One may ask if the fast component of the adaptive response reflects an anticipatory, predictive, vertical response based on the subject’s expectation of the final location of the target. If true, the curvature would arise from a cognitive strategy to produce the vertical component, rather than a lower level, plastic change in motor innervation. Prior evidence indicates some of the change in saccade amplitude during on-axis adaptation is lost immediately when the adaptive stimulus disappears, suggesting some role for an anticipatory strategy rather than more enduring synaptic plasticity (Straube et al., 2001). We would suggest, however, during cross-axis adaptation the curvature arises from the action of a ‘forward model’ that normally monitors efference copy and, in the case of a discrepancy in what is expected for accurate saccades, corrects movements as they occur online (Chen Harris et al., 2008; Optican, 2005).
Regardless of the mechanism for the fast time scale adaptation, its prompt acquisition and relatively quick forgetting (or dismissal if this response is a higher-level cognitive strategy) gives the brain flexibility and time to determine if there is true dysmetria, and if so, what its cause might be. Is inaccurate performance merely due to random and transient fluctuations in neural activity or is there a problem requiring a more enduring repair? This conundrum is the earliest part of the credit assignment problem. Is the dysmetria due to natural and benign fluctuations in neural activity, changes that are more enduring in the external sensory environment, in the internal circuitry of the brain that processes sensory information and issues motor commands, or in the motor effectors themselves?

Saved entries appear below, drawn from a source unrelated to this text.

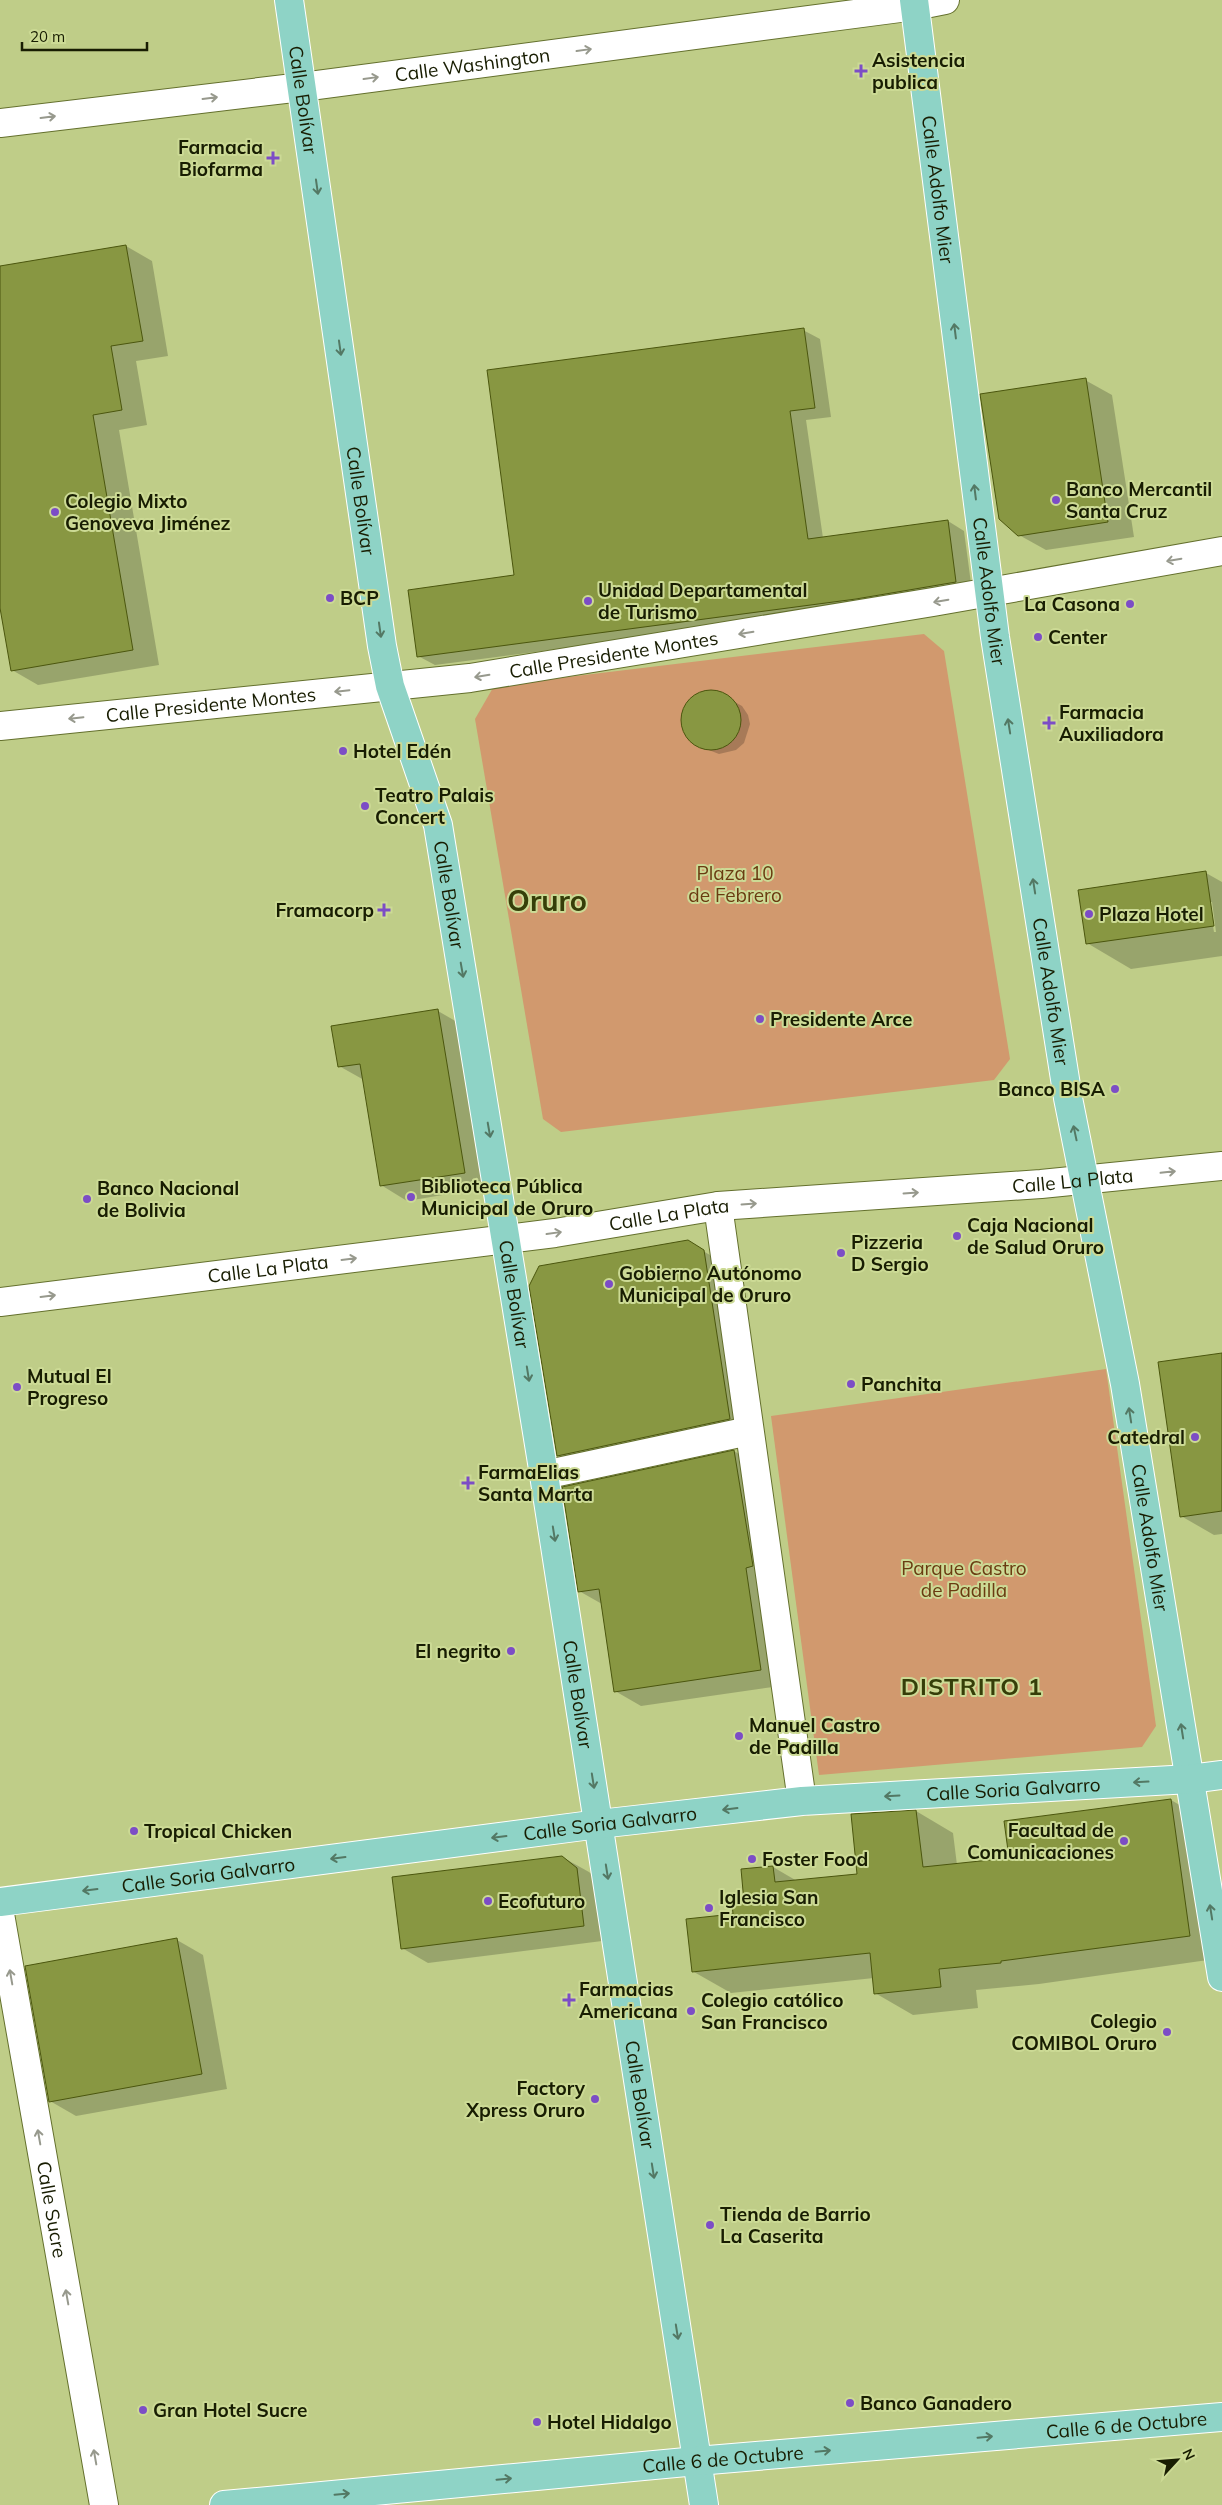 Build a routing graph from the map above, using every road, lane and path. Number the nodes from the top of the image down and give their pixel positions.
1 (289, 0) edge
2 (945, 0) edge
3 (914, 3) edge
4 (302, 87) junction
5 (0, 123) edge
6 (1222, 551) edge
7 (989, 593) junction
8 (390, 686) junction
9 (0, 726) edge
10 (1222, 1166) edge
11 (1085, 1181) junction
12 (718, 1206) junction
13 (506, 1240) junction
14 (0, 1302) edge
15 (749, 1431) junction
16 (544, 1475) junction
17 (1222, 1775) edge
18 (1190, 1779) junction
19 (802, 1801) junction
20 (599, 1824) junction
21 (0, 1902) edge
22 (0, 1914) edge
23 (1222, 1977) edge
24 (1222, 2417) edge
25 (697, 2461) junction
26 (104, 2505) edge
27 (224, 2505) edge
28 (704, 2505) edge

1 - 4 main road, Calle Bolívar
2 - 3 street, Calle Washington
4 -> 3 street, Calle Washington
7 -> 3 main road, Calle Adolfo Mier
5 -> 4 street, Calle Washington
4 -> 8 main road, Calle Bolívar
6 -> 7 street, Calle Presidente Montes
7 -> 8 street, Calle Presidente Montes
11 -> 7 main road, Calle Adolfo Mier
8 -> 9 street, Calle Presidente Montes
8 -> 13 main road, Calle Bolívar
11 -> 10 street, Calle La Plata
12 -> 11 street, Calle La Plata
18 -> 11 main road, Calle Adolfo Mier
13 -> 12 street, Calle La Plata
12 - 15 street
14 -> 13 street, Calle La Plata
13 -> 16 main road, Calle Bolívar
15 - 16 street
15 - 19 street
16 -> 20 main road, Calle Bolívar
17 - 18 main road, Calle Soria Galvarro
18 -> 19 main road, Calle Soria Galvarro
23 -> 18 main road, Calle Adolfo Mier
19 -> 20 main road, Calle Soria Galvarro
20 -> 21 main road, Calle Soria Galvarro
20 -> 25 main road, Calle Bolívar
26 -> 22 street, Calle Sucre
25 -> 24 main road, Calle 6 de Octubre
27 -> 25 main road, Calle 6 de Octubre
25 - 28 main road, Calle Bolívar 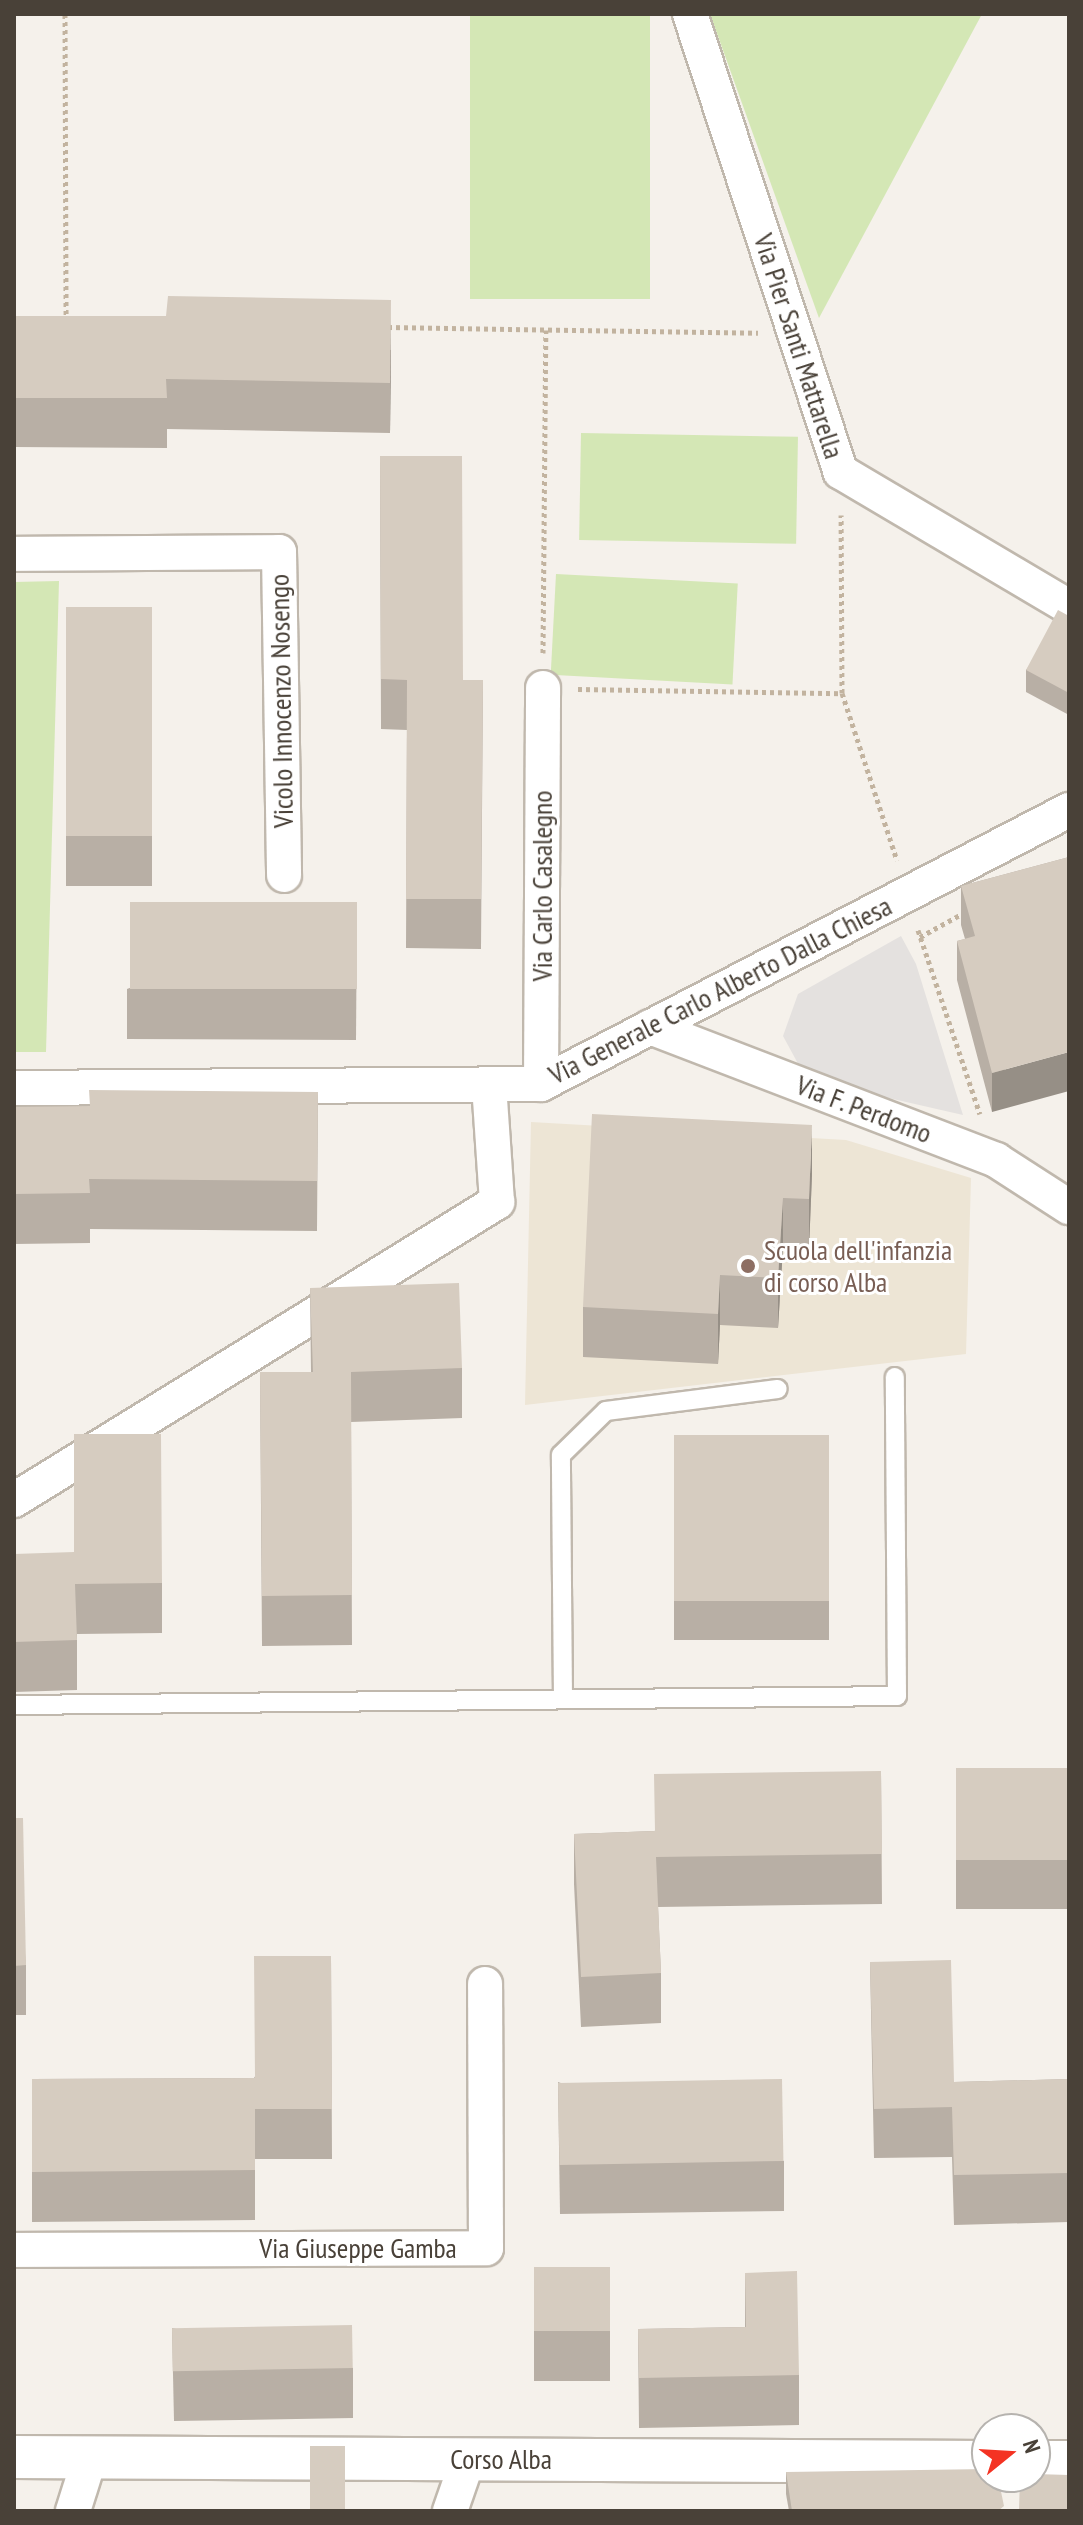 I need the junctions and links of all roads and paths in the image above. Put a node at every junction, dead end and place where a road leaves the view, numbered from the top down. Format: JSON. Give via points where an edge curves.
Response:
{"nodes":[{"id":1,"x":65,"y":14,"type":"edge"},
{"id":2,"x":690,"y":14,"type":"edge"},
{"id":3,"x":53,"y":322,"type":"edge"},
{"id":4,"x":65,"y":323,"type":"junction"},
{"id":5,"x":81,"y":323,"type":"edge"},
{"id":6,"x":376,"y":327,"type":"edge"},
{"id":7,"x":546,"y":330,"type":"junction"},
{"id":8,"x":795,"y":334,"type":"junction"},
{"id":9,"x":841,"y":472,"type":"junction"},
{"id":10,"x":14,"y":554,"type":"edge"},
{"id":11,"x":1069,"y":607,"type":"edge"},
{"id":12,"x":543,"y":688,"type":"junction"},
{"id":13,"x":1069,"y":810,"type":"edge"},
{"id":14,"x":284,"y":875,"type":"dead end"},
{"id":15,"x":980,"y":904,"type":"edge"},
{"id":16,"x":920,"y":937,"type":"dead end"},
{"id":17,"x":650,"y":1027,"type":"junction"},
{"id":18,"x":489,"y":1084,"type":"junction"},
{"id":19,"x":541,"y":1084,"type":"junction"},
{"id":20,"x":14,"y":1088,"type":"edge"},
{"id":21,"x":1069,"y":1207,"type":"edge"},
{"id":22,"x":895,"y":1377,"type":"dead end"},
{"id":23,"x":778,"y":1389,"type":"dead end"},
{"id":24,"x":14,"y":1500,"type":"edge"},
{"id":25,"x":563,"y":1699,"type":"junction"},
{"id":26,"x":14,"y":1705,"type":"edge"},
{"id":27,"x":485,"y":1984,"type":"dead end"},
{"id":28,"x":14,"y":2250,"type":"edge"},
{"id":29,"x":14,"y":2457,"type":"edge"},
{"id":30,"x":90,"y":2457,"type":"junction"},
{"id":31,"x":468,"y":2459,"type":"junction"},
{"id":32,"x":971,"y":2462,"type":"edge"},
{"id":33,"x":73,"y":2511,"type":"edge"},
{"id":34,"x":450,"y":2511,"type":"edge"}],
"edges":[{"from":1,"to":4,"type":"path"},
{"from":2,"to":8,"type":"street","name":"Via Pier Santi Mattarella"},
{"from":3,"to":4,"type":"path"},
{"from":4,"to":5,"type":"path"},
{"from":6,"to":7,"type":"path"},
{"from":7,"to":8,"type":"path"},
{"from":7,"to":12,"type":"path"},
{"from":8,"to":9,"type":"street","name":"Via Pier Santi Mattarella"},
{"from":9,"to":11,"type":"street","name":"Via Pier Santi Mattarella"},
{"from":9,"to":12,"type":"path","via":[[842,693]]},
{"from":10,"to":14,"type":"street","name":"Vicolo Innocenzo Nosengo","via":[[279,552]]},
{"from":12,"to":19,"type":"street","name":"Via Carlo Casalegno"},
{"from":13,"to":17,"type":"street","name":"Via Generale Carlo Alberto Dalla Chiesa"},
{"from":15,"to":16,"type":"path"},
{"from":17,"to":19,"type":"street","name":"Via Generale Carlo Alberto Dalla Chiesa"},
{"from":17,"to":21,"type":"street","name":"Via F. Perdomo","via":[[996,1160]]},
{"from":18,"to":19,"type":"street","name":"Via Generale Carlo Alberto Dalla Chiesa"},
{"from":18,"to":20,"type":"street","name":"Via Generale Carlo Alberto Dalla Chiesa"},
{"from":18,"to":24,"type":"street","via":[[497,1202]]},
{"from":22,"to":25,"type":"lane","via":[[897,1696]]},
{"from":23,"to":25,"type":"lane","via":[[606,1411],[561,1455]]},
{"from":25,"to":26,"type":"lane"},
{"from":27,"to":28,"type":"street","name":"Via Giuseppe Gamba","via":[[486,2248]]},
{"from":29,"to":30,"type":"street","name":"Corso Alba"},
{"from":30,"to":31,"type":"street","name":"Corso Alba"},
{"from":30,"to":33,"type":"street"},
{"from":31,"to":32,"type":"street","name":"Corso Alba"},
{"from":31,"to":34,"type":"street"}]}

Ethier et al recently reinvestigated on-axis double step (gain-increase and gain-decrease) saccade adaptation asking if there were also two time scales in this type of learning (Ethier et al., 2008a). They dissected the multiple time scales of learning and forgetting by using a deadaptation block after a sustained period of training, in which the direction of the adaptive stimulus reversed to baseline. Then, in the post-training period, ‘error-clamp trials’ were introduced. In an error-clamp trial, a saccade is made to a visual target that is extinguished when the eye begins to move toward the target. After the initial saccade, the subject remains in darkness for 500–800 ms after which the target reappears and is placed on the fovea. In this way, there is no error signal and the brain ‘infers’ that the saccade is accurate and there is no need to change motor performance. The rate of forgetting of both the fast and slow time scale learning can be revealed using error clamp trials that are unencumbered by error signals that would promote a return to the pretraining state. Ethier et al. found that after the adaptation and deadaptation blocks, the initially learned gain change reappeared albeit with a reduced magnitude. This result showed longer time scale learning was slowly decaying though still present during the reversed training, and that the two adaptive processes were occurring simultaneously. These findings support the fast and slow time scale model of short-term saccade adaptation.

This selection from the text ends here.